**The records:**
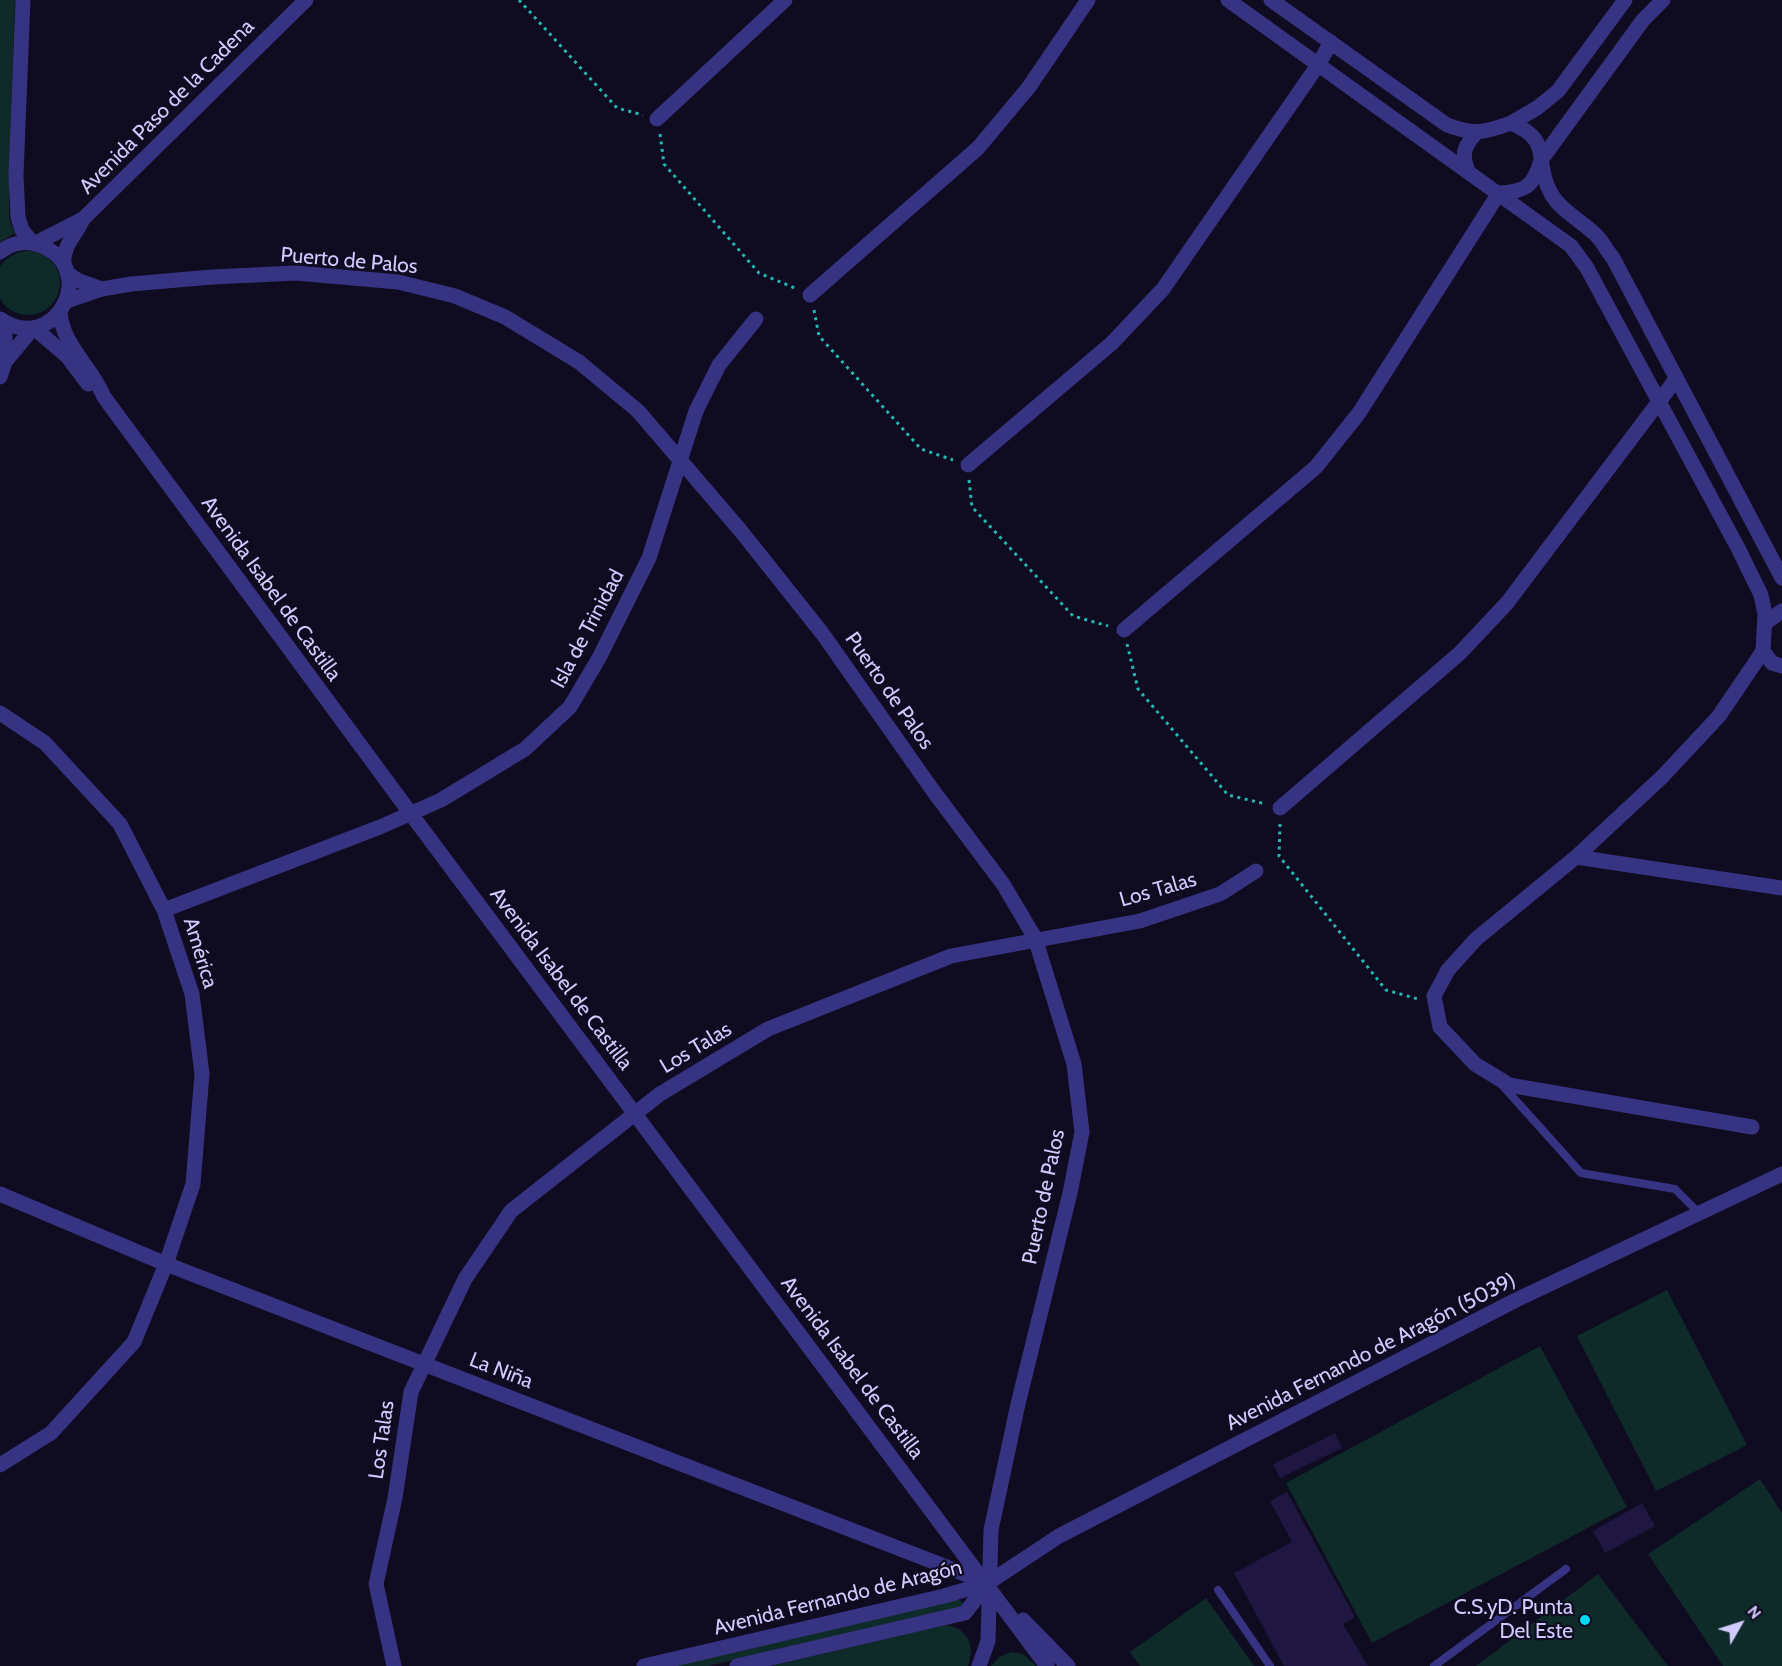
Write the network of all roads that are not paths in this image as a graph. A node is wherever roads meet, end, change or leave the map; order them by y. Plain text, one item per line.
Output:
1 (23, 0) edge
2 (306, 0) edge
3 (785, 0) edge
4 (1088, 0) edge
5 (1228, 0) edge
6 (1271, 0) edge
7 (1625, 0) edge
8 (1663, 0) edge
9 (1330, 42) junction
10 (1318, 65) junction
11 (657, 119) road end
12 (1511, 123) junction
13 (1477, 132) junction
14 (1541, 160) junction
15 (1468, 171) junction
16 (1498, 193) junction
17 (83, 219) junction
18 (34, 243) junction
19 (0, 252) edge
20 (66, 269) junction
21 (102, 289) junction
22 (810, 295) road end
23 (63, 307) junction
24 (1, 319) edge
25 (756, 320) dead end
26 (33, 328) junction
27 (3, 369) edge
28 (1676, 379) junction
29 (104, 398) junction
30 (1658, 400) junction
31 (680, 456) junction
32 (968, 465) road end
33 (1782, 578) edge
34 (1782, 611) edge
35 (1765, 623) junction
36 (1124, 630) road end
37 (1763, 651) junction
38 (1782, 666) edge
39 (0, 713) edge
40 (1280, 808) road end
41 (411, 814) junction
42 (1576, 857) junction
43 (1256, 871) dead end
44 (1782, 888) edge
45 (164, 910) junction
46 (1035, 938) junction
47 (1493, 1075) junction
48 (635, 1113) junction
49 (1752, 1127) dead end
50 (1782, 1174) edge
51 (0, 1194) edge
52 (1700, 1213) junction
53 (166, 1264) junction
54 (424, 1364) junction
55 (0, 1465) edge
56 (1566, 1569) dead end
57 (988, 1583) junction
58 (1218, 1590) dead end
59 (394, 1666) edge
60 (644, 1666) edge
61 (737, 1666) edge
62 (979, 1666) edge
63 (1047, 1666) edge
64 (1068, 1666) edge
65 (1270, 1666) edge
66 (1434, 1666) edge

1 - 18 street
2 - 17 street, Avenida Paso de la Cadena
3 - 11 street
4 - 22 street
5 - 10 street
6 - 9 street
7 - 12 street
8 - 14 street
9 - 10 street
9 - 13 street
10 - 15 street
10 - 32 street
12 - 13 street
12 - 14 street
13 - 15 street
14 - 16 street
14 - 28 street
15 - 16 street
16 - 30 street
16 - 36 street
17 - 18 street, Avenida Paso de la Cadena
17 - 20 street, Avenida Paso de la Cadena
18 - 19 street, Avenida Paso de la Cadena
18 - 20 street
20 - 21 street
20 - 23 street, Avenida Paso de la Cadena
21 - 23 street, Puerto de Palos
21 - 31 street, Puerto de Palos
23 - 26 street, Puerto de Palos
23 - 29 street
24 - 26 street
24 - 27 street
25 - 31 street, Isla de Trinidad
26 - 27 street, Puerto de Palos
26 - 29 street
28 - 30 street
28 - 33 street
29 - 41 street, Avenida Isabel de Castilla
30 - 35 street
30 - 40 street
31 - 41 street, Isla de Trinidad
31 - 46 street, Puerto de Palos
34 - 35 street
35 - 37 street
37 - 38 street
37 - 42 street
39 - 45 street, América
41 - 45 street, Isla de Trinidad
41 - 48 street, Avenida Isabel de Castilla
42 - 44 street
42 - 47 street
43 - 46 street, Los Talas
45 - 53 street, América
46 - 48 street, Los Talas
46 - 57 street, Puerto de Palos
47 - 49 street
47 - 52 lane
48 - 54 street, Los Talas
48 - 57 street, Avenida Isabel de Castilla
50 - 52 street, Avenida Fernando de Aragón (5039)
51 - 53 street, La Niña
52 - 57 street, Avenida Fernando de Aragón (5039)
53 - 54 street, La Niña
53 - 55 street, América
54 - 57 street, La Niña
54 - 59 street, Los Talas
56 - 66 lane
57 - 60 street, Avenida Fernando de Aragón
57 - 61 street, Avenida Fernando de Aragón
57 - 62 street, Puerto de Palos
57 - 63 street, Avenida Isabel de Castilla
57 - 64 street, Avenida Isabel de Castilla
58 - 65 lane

**Your objective:** Extract from the data every line where "Castilla" shows up.

**Solution to this exercise:**
29 - 41 street, Avenida Isabel de Castilla
41 - 48 street, Avenida Isabel de Castilla
48 - 57 street, Avenida Isabel de Castilla
57 - 63 street, Avenida Isabel de Castilla
57 - 64 street, Avenida Isabel de Castilla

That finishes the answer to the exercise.